# Problem to work on
What is the count of lines below that include "PLACE"? Reply with nothing else.

Stored dataset items:
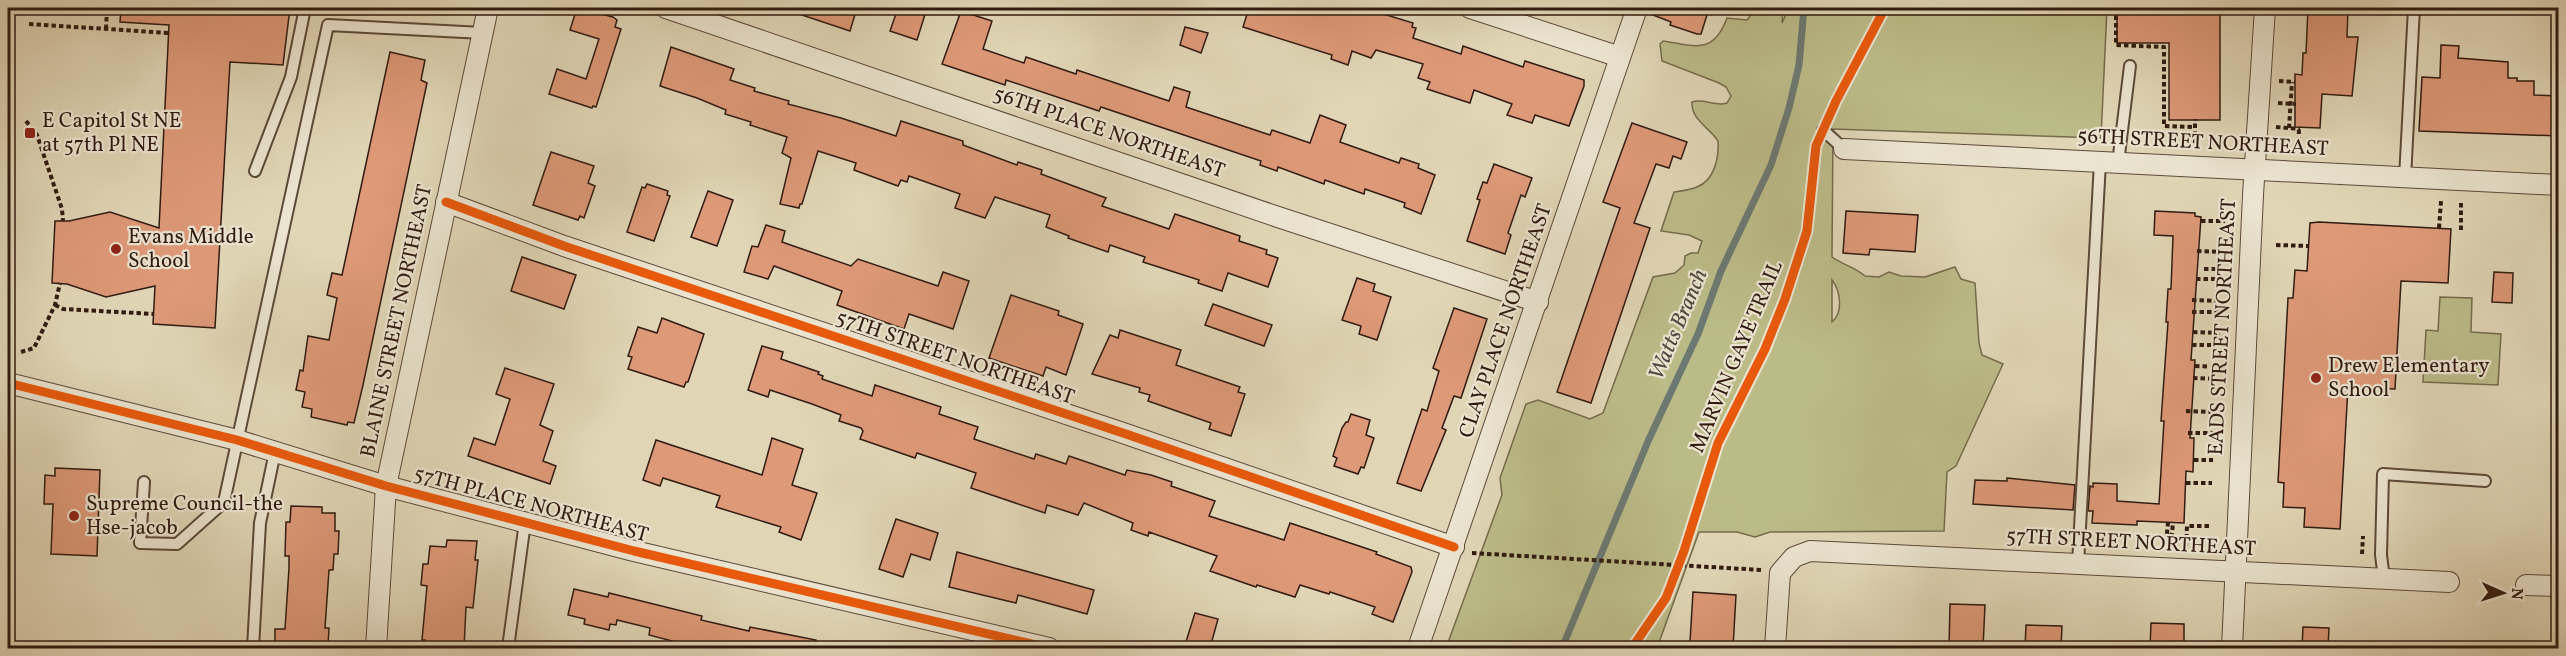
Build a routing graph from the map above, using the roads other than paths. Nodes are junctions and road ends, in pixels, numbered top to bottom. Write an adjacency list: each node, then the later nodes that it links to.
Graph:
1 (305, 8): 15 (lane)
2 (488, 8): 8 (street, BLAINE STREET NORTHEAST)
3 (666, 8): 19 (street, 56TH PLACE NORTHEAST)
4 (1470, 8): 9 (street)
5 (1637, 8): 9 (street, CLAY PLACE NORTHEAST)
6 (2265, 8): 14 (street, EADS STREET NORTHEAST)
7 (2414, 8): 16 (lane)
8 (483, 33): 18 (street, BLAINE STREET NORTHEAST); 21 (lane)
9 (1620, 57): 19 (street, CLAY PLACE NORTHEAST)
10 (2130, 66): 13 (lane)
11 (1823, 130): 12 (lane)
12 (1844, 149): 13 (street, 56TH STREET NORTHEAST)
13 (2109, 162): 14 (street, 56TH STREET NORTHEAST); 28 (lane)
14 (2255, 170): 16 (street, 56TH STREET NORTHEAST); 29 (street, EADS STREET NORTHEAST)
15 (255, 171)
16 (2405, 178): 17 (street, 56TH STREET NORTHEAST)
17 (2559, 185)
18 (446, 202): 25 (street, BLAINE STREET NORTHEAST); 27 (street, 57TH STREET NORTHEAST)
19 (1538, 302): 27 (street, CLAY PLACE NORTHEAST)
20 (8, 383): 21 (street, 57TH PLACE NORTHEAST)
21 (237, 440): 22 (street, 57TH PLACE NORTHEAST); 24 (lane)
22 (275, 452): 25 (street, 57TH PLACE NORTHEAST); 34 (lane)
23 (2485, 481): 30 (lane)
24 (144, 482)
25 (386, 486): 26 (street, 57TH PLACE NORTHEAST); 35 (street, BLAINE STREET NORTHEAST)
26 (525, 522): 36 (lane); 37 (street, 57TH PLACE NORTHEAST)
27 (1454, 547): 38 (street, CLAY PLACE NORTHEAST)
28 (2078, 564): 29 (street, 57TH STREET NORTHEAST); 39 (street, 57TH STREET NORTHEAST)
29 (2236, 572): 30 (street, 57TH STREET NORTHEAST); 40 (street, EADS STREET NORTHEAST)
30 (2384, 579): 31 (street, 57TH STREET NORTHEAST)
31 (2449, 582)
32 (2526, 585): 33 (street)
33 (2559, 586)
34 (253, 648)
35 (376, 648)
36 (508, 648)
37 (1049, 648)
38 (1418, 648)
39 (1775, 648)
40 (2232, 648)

# Reply to the task
10